For the next few decades everything came
together at the Moon House. It was a meeting place, hotel, stagecoach stop,
paddleboat landing, post office, bar, court, store, ferry and etc.…
In 1845, Moon accompanied his neighbors on a trip to Monterey where they obtained Mexican land grants for the land they had settled. Moon didn't bother asking for a land grant as he considered the document worthless, didn't think it would hold up in court.
Technically, to qualify for a Mexican land grant you had to become a Mexican citizen, join the Catholic Church, and marry a Mexican woman. These requirements were not always strictly enforced. The settlers on the east bank of the river got their land grants and those on the west: Moon, Merritt, and Ford, became squatters. Apparently they had no problems from the Mexican authorities. Eventually, in 1852, Moon would obtain title to his ranch under a California possessory act.
In the late part of 1845, Moon would also be involved in the first civilized manufacturing venture in the county. Moon, along with Peter Lassen, and Ezkiel Merritt, took what has been described as a large, rickety canoe, 20 miles up a tributary of the Sacramento River where they quarried grindstones. (Another version says that they put the stones on pack mules and hauled them to the Sacramento River where they then loaded them into the canoe.)
They loaded the canoe to within 6 inches of sinking, then came down the Sacramento River selling the grindstones along the way. (Remember, the settlers lived on the banks of the river.) They landed at Sutter’s Fort and went as far as San Francisco.
Apparently, the venture was not too successful as they returned with some stones and had to dump them.
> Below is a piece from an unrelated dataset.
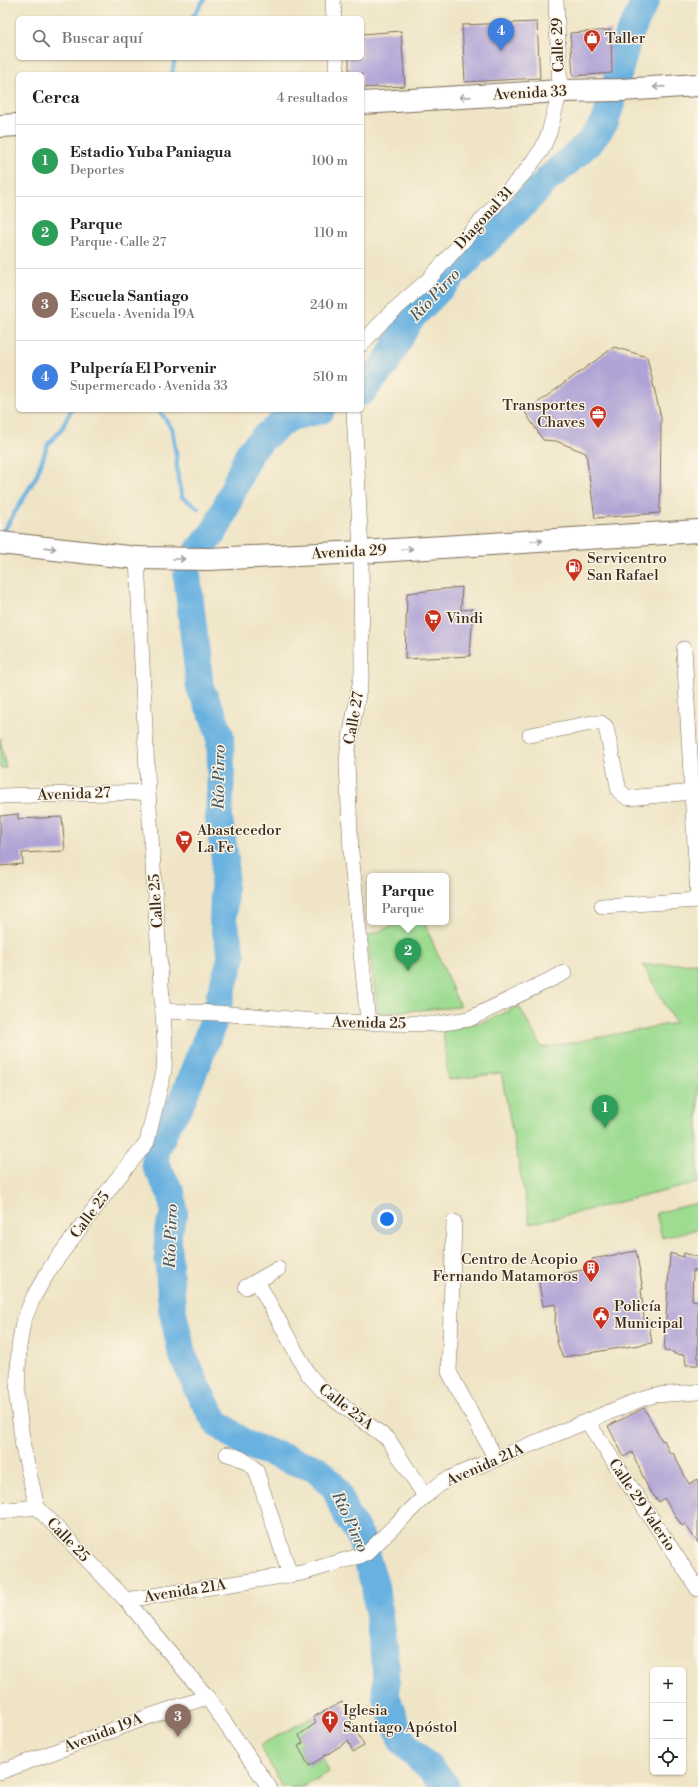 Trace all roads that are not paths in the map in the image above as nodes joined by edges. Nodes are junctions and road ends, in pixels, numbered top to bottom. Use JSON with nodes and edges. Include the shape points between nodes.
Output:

The tributary they quarried was called by its Indian name, Capay. But to this day it is called Stony Creek or Grindstone Creek. Twenty years ago, two of these stones still existed in a little town in Northern California called Milford. I recently wrote to the local historian and was given the name and address of the owner on these historical artifacts. I wrote the man, but received no reply. I guess he is not an historian.
For 20 years I have completely misunderstood what happened to the grindstone quarry after our famous ancestor paddled his own canoe. I assumed that it remained in its primeval state guarded by the Indians, antelope, beavers, and etc. until I planned to rediscover it for history sake.
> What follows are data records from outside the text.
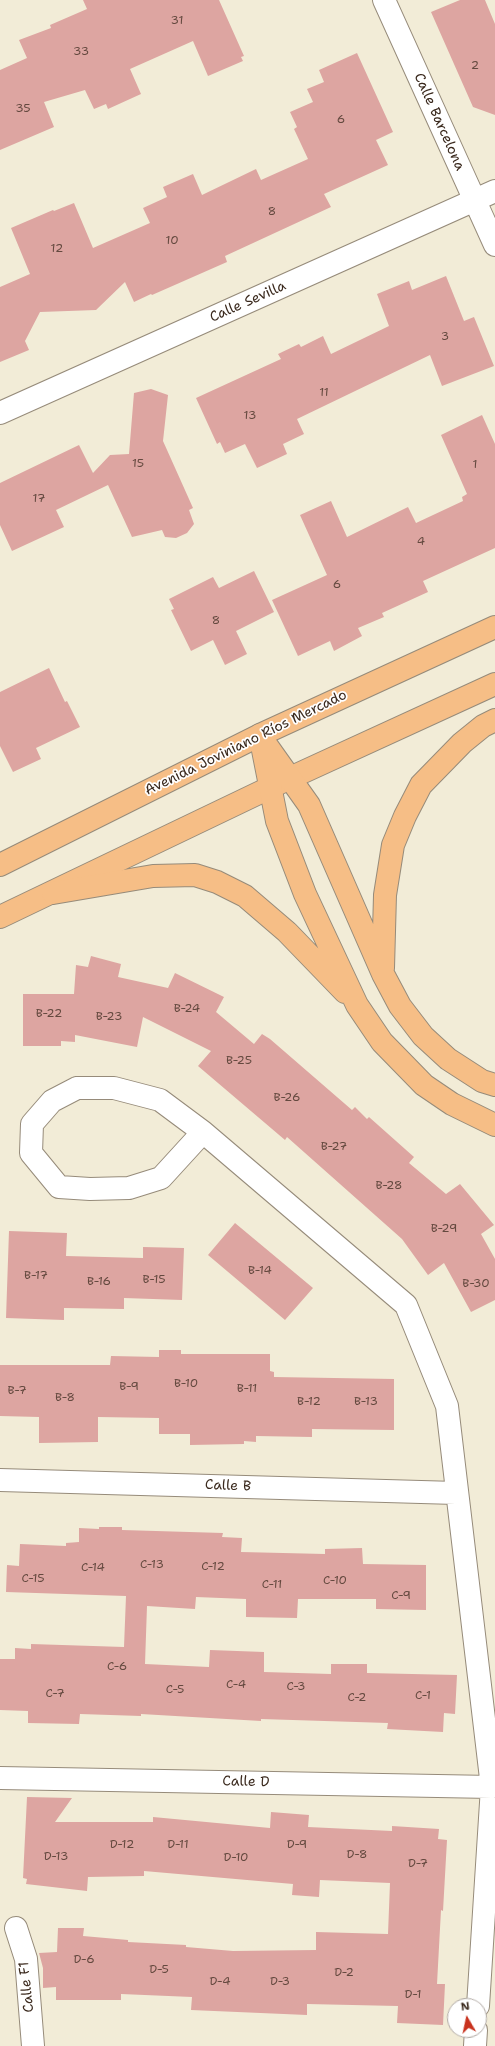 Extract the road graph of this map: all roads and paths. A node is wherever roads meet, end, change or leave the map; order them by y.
1 (384, 0) edge
2 (495, 191) edge
3 (475, 200) junction
4 (495, 245) edge
5 (0, 413) edge
6 (495, 627) edge
7 (495, 684) edge
8 (495, 720) edge
9 (260, 734) junction
10 (290, 778) junction
11 (270, 788) junction
12 (0, 865) edge
13 (53, 893) junction
14 (0, 917) edge
15 (383, 974) junction
16 (357, 1005) junction
17 (495, 1085) edge
18 (495, 1124) edge
19 (203, 1132) junction
20 (0, 1480) edge
21 (456, 1493) junction
22 (0, 1778) edge
23 (492, 1787) junction
24 (16, 1928) dead end
25 (479, 1998) edge
26 (33, 2046) edge

1 - 3 street, Calle Barcelona
2 - 3 street, Calle Sevilla
3 - 4 street, Calle Barcelona
3 - 5 street, Calle Sevilla
6 - 9 main road, Avenida Joviniano Ríos Mercado
7 - 10 main road
8 - 15 main road
9 - 10 main road
9 - 11 main road
9 - 12 main road, Avenida Joviniano Ríos Mercado
10 - 11 main road
10 - 15 main road
11 - 13 main road
11 - 16 main road
13 - 14 main road
13 - 16 main road
15 - 17 main road
16 - 18 main road
19 - 19 street
19 - 21 street
20 - 21 street, Calle B
21 - 23 street
22 - 23 street, Calle D
23 - 25 street
24 - 26 street, Calle F1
I recently discovered that the site was a thriving commercial quarry for many years, although now abandoned. As it was out of the way of my usual historical trekkings, I have not been to the site.
For those of you who are adventurous, I can give you directions on how to get close, then let us hope there are some locals who can direct you to the site as it exists today.
You take I-5 to Willows. Then go east on 162, about 20 miles to the town of Elk Creek. Now go south about 12 miles on Rd 306 to a bridge on your left that crosses Stony Creek and connects with Rd 303 on the east bank. Mother says that the original bridge was built by her brother, Uncle Gordon. However, she believes that bridge has been replaced by a new one.
I think that the quarry site is on the east side of the creek close to the bridge. If you are lucky, you might find a local who can guide you to the site. Make sure you have a map because it looks very much like the land that Uncle Billy first entered.
LITERARY NOTE: My writing style is an informal mixture of genealogy method and standard literary writing. To those of you who are not familiar with the liberalism of genealogy research, note taking and writing, some of the sentences may seem awkward. Example: John Jones born (or b) 1 January 1900, instead of John Jones was born January 1, 1900. Also, all source quotations are verbatim, including actual original errors of grammar, spelling and punctuation.